> _PROBLEM DESCRIPTION_: Give the total of lines holding the word "points" in the records below, and nothing else.

--- MATERIALS PROVIDED ---

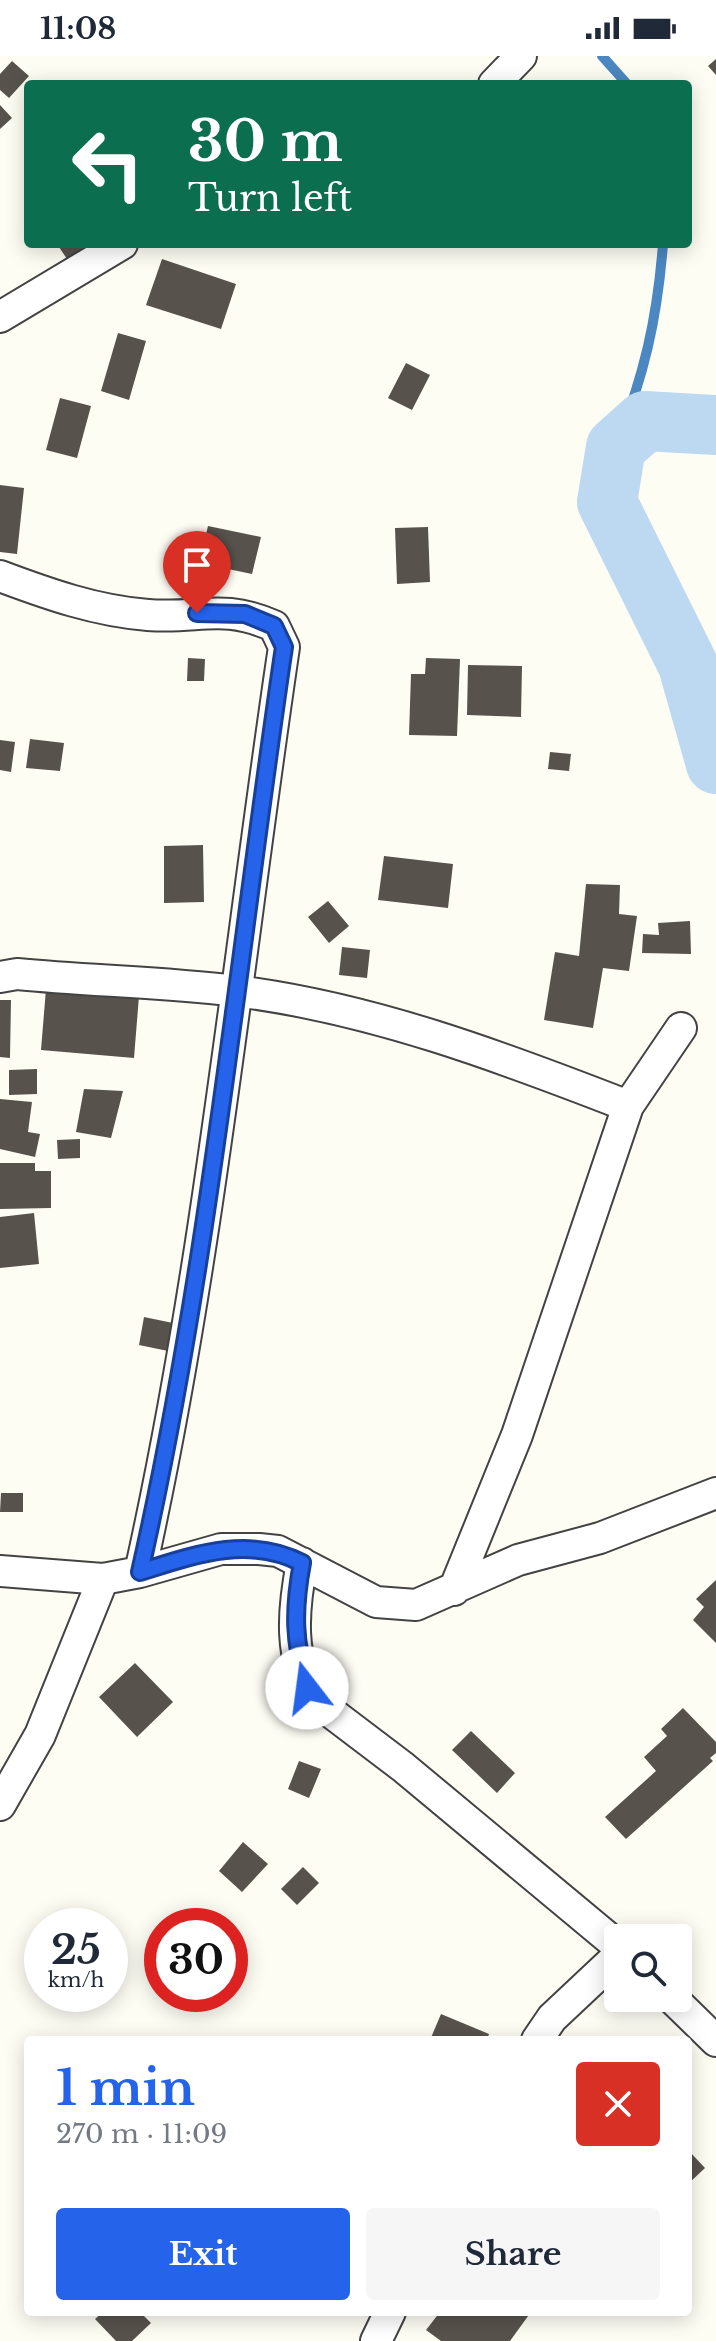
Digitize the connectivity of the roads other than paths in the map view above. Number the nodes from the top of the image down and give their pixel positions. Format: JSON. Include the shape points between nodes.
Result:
{"nodes":[{"id":1,"x":521,"y":56,"type":"edge"},
{"id":2,"x":498,"y":80,"type":"edge"},
{"id":3,"x":115,"y":248,"type":"edge"},
{"id":4,"x":0,"y":317,"type":"edge"},
{"id":5,"x":0,"y":576,"type":"edge"},
{"id":6,"x":0,"y":977,"type":"edge"},
{"id":7,"x":237,"y":991,"type":"junction"},
{"id":8,"x":681,"y":1028,"type":"dead end"},
{"id":9,"x":628,"y":1106,"type":"junction"},
{"id":10,"x":716,"y":1493,"type":"edge"},
{"id":11,"x":302,"y":1563,"type":"junction"},
{"id":12,"x":0,"y":1571,"type":"edge"},
{"id":13,"x":140,"y":1572,"type":"junction"},
{"id":14,"x":103,"y":1579,"type":"junction"},
{"id":15,"x":454,"y":1590,"type":"junction"},
{"id":16,"x":0,"y":1805,"type":"edge"},
{"id":17,"x":604,"y":1934,"type":"edge"},
{"id":18,"x":604,"y":1969,"type":"edge"},
{"id":19,"x":686,"y":2012,"type":"edge"},
{"id":20,"x":540,"y":2036,"type":"edge"},
{"id":21,"x":716,"y":2041,"type":"edge"},
{"id":22,"x":388,"y":2316,"type":"edge"},
{"id":23,"x":376,"y":2341,"type":"edge"}],
"edges":[{"from":1,"to":2,"type":"street"},
{"from":3,"to":4,"type":"street"},
{"from":5,"to":7,"type":"street","via":[[99,608],[149,615],[245,614],[274,626],[284,647]]},
{"from":6,"to":7,"type":"street"},
{"from":7,"to":9,"type":"street","via":[[389,1022],[511,1060]]},
{"from":7,"to":13,"type":"street","via":[[173,1425]]},
{"from":8,"to":9,"type":"street"},
{"from":9,"to":15,"type":"street","via":[[517,1435]]},
{"from":10,"to":15,"type":"street","via":[[600,1538],[518,1560]]},
{"from":11,"to":13,"type":"street","via":[[278,1551],[221,1549]]},
{"from":11,"to":15,"type":"street","via":[[376,1602],[416,1605]]},
{"from":11,"to":17,"type":"street","via":[[293,1609],[297,1654],[316,1701]]},
{"from":12,"to":14,"type":"street"},
{"from":13,"to":14,"type":"street"},
{"from":14,"to":16,"type":"street","via":[[40,1735]]},
{"from":18,"to":20,"type":"street"},
{"from":19,"to":21,"type":"street"},
{"from":22,"to":23,"type":"street"}]}
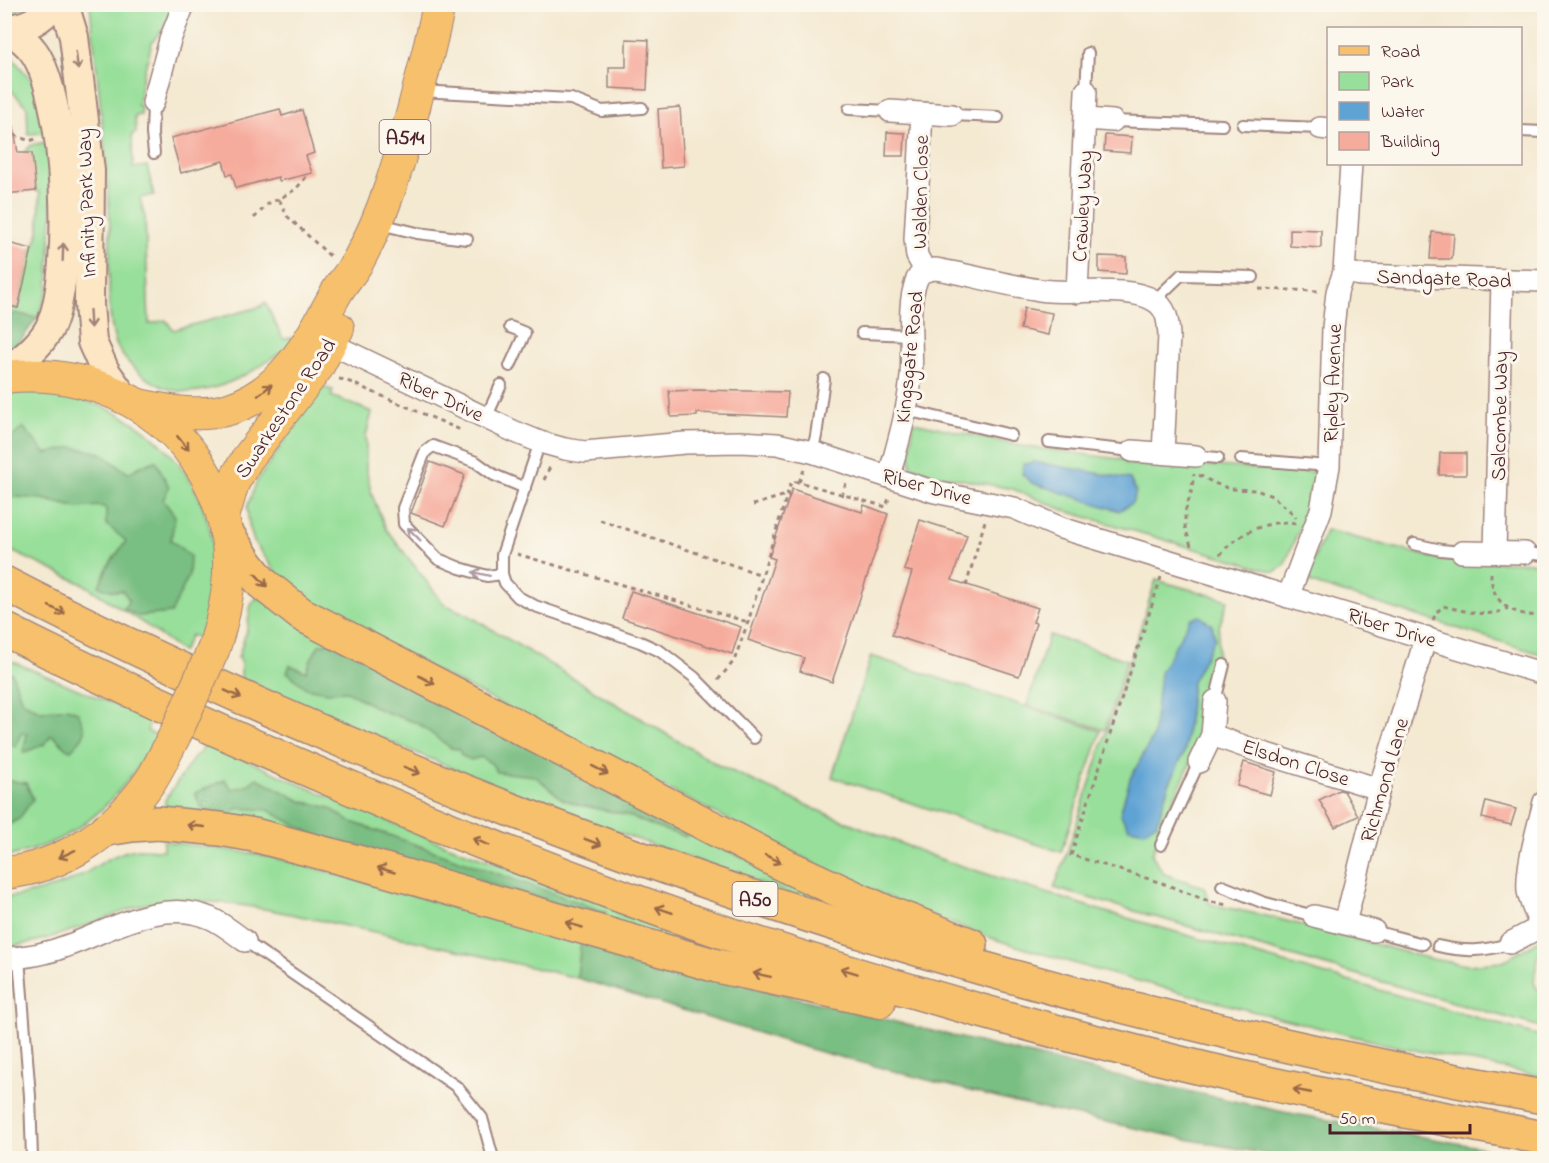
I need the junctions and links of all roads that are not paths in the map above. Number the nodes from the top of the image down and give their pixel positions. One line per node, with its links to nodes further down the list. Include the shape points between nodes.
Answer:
1 (53, 4): 5 (street, via 39,19)
2 (64, 4): 42 (street, Infinity Park Way, one-way to 42, via 74,37 90,171 92,342 105,370)
3 (184, 4): 9 (street)
4 (439, 4): 7 (main road, Swarkestone Road / A514)
5 (6, 29): 39 (street, Infinity Park Way, one-way to 5, via 38,345 59,300 65,203 58,134 42,68 34,52)
6 (1088, 54): 8 (lane)
7 (418, 91): 10 (lane, via 571,99 602,111); 25 (main road, Swarkestone Road / A514)
8 (1086, 91): 16 (street, Crawley Way)
9 (153, 103): 23 (lane)
10 (642, 108)
11 (849, 109): 12 (lane)
12 (890, 111): 13 (street, Walden Close)
13 (922, 113): 14 (street, Walden Close); 27 (street, Walden Close, via 915,239 917,256)
14 (952, 115): 15 (lane)
15 (998, 117)
16 (1086, 119): 17 (street, Crawley Way); 32 (street, Crawley Way)
17 (1113, 121): 18 (lane)
18 (1222, 124)
19 (1243, 125): 20 (lane)
20 (1324, 128)
21 (1522, 131): 22 (lane)
22 (1545, 132)
23 (154, 153)
24 (1351, 165): 28 (street, Ripley Avenue)
25 (376, 223): 26 (lane); 37 (main road, Swarkestone Road / A514, via 346,262 351,295)
26 (467, 239)
27 (925, 270): 32 (street, Kingsgate Road); 36 (street, Kingsgate Road, via 918,276 914,289)
28 (1344, 272): 30 (street, Sandgate Road, via 1360,276); 54 (street, Ripley Avenue, via 1337,292 1333,328)
29 (1253, 277): 33 (lane, via 1181,274)
30 (1502, 280): 31 (street, Sandgate Road); 60 (street, Salcombe Way)
31 (1545, 281)
32 (1077, 293): 33 (street, Kingsgate Road, via 1130,292)
33 (1155, 300): 50 (street, via 1168,316 1169,335)
34 (510, 327): 38 (lane, via 525,333)
35 (862, 333): 36 (lane)
36 (911, 335): 43 (street, Kingsgate Road)
37 (322, 340): 42 (main road, Swarkestone Road / A514, one-way to 37, via 172,412 212,412 237,406 267,388); 44 (street, Riber Drive); 57 (main road, Swarkestone Road / A514, via 306,384 233,483)
38 (510, 366)
39 (4, 376): 42 (main road, via 66,378)
40 (824, 379): 49 (lane)
41 (501, 385): 44 (lane)
42 (131, 400): 57 (main road, one-way to 57, via 160,421 191,454 205,473)
43 (906, 410): 45 (lane); 55 (street, Kingsgate Road)
44 (486, 418): 46 (street, Riber Drive)
45 (1011, 435)
46 (540, 442): 49 (street, Riber Drive, via 585,452 741,442 777,444); 56 (lane)
47 (1049, 442): 48 (lane)
48 (1132, 451): 50 (street)
49 (812, 452): 55 (street, Riber Drive)
50 (1163, 453): 51 (street)
51 (1196, 456): 52 (lane)
52 (1218, 458)
53 (1241, 459): 54 (lane)
54 (1329, 466): 64 (street, Ripley Avenue, via 1322,510)
55 (889, 486): 64 (street, Riber Drive, via 1014,508 1061,528)
56 (525, 488): 62 (lane, via 502,555); 62 (lane, one-way to 56, via 488,576 438,559 404,524 403,508 424,453 433,446 476,462 494,475)
57 (225, 525): 75 (main road, bridge, via 229,578 214,648 151,779); 88 (highway, one-way to 88, via 262,583 301,614 786,866 935,932 1150,1002)
58 (1414, 544): 59 (lane)
59 (1462, 552): 60 (street)
60 (1493, 552): 61 (street)
61 (1535, 554)
62 (502, 574): 71 (lane, via 518,597 535,606 660,651 685,670)
63 (4, 584): 88 (highway, A50, one-way to 88, via 266,708 500,806 638,858 970,966)
64 (1288, 597): 66 (street, Riber Drive)
65 (4, 628): 89 (highway, A50, one-way to 65, via 1016,1021 758,943 504,852 230,736)
66 (1426, 637): 68 (street, Riber Drive); 73 (street, Richmond Lane)
67 (1224, 665): 69 (lane)
68 (1545, 674)
69 (1215, 701): 70 (street)
70 (1212, 735): 72 (street); 73 (street, Elsdon Close)
71 (754, 738)
72 (1199, 762): 76 (lane)
73 (1379, 789): 80 (street, Richmond Lane)
74 (1545, 802): 81 (street, via 1528,872 1531,904)
75 (107, 829): 77 (main road, one-way to 77, via 52,861); 89 (highway, one-way to 75, via 994,1028 717,966 254,835 158,823)
76 (1161, 845)
77 (4, 873)
78 (1222, 886): 79 (lane)
79 (1314, 916): 80 (street)
80 (1345, 923): 82 (street)
81 (1543, 926): 84 (street)
82 (1374, 931): 85 (lane)
83 (245, 940): 87 (street, via 209,918 166,911 69,945); 93 (lane, via 457,1087 483,1118)
84 (1510, 943): 86 (lane, via 1480,951)
85 (1423, 944)
86 (1438, 946)
87 (12, 958): 92 (lane, via 30,1096)
88 (1239, 1036): 90 (highway, A50)
89 (1148, 1056): 91 (highway, A50, one-way to 89)
90 (1545, 1097)
91 (1545, 1138)
92 (32, 1158)
93 (493, 1158)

---

> _PROBLEM SOLUTION_: 2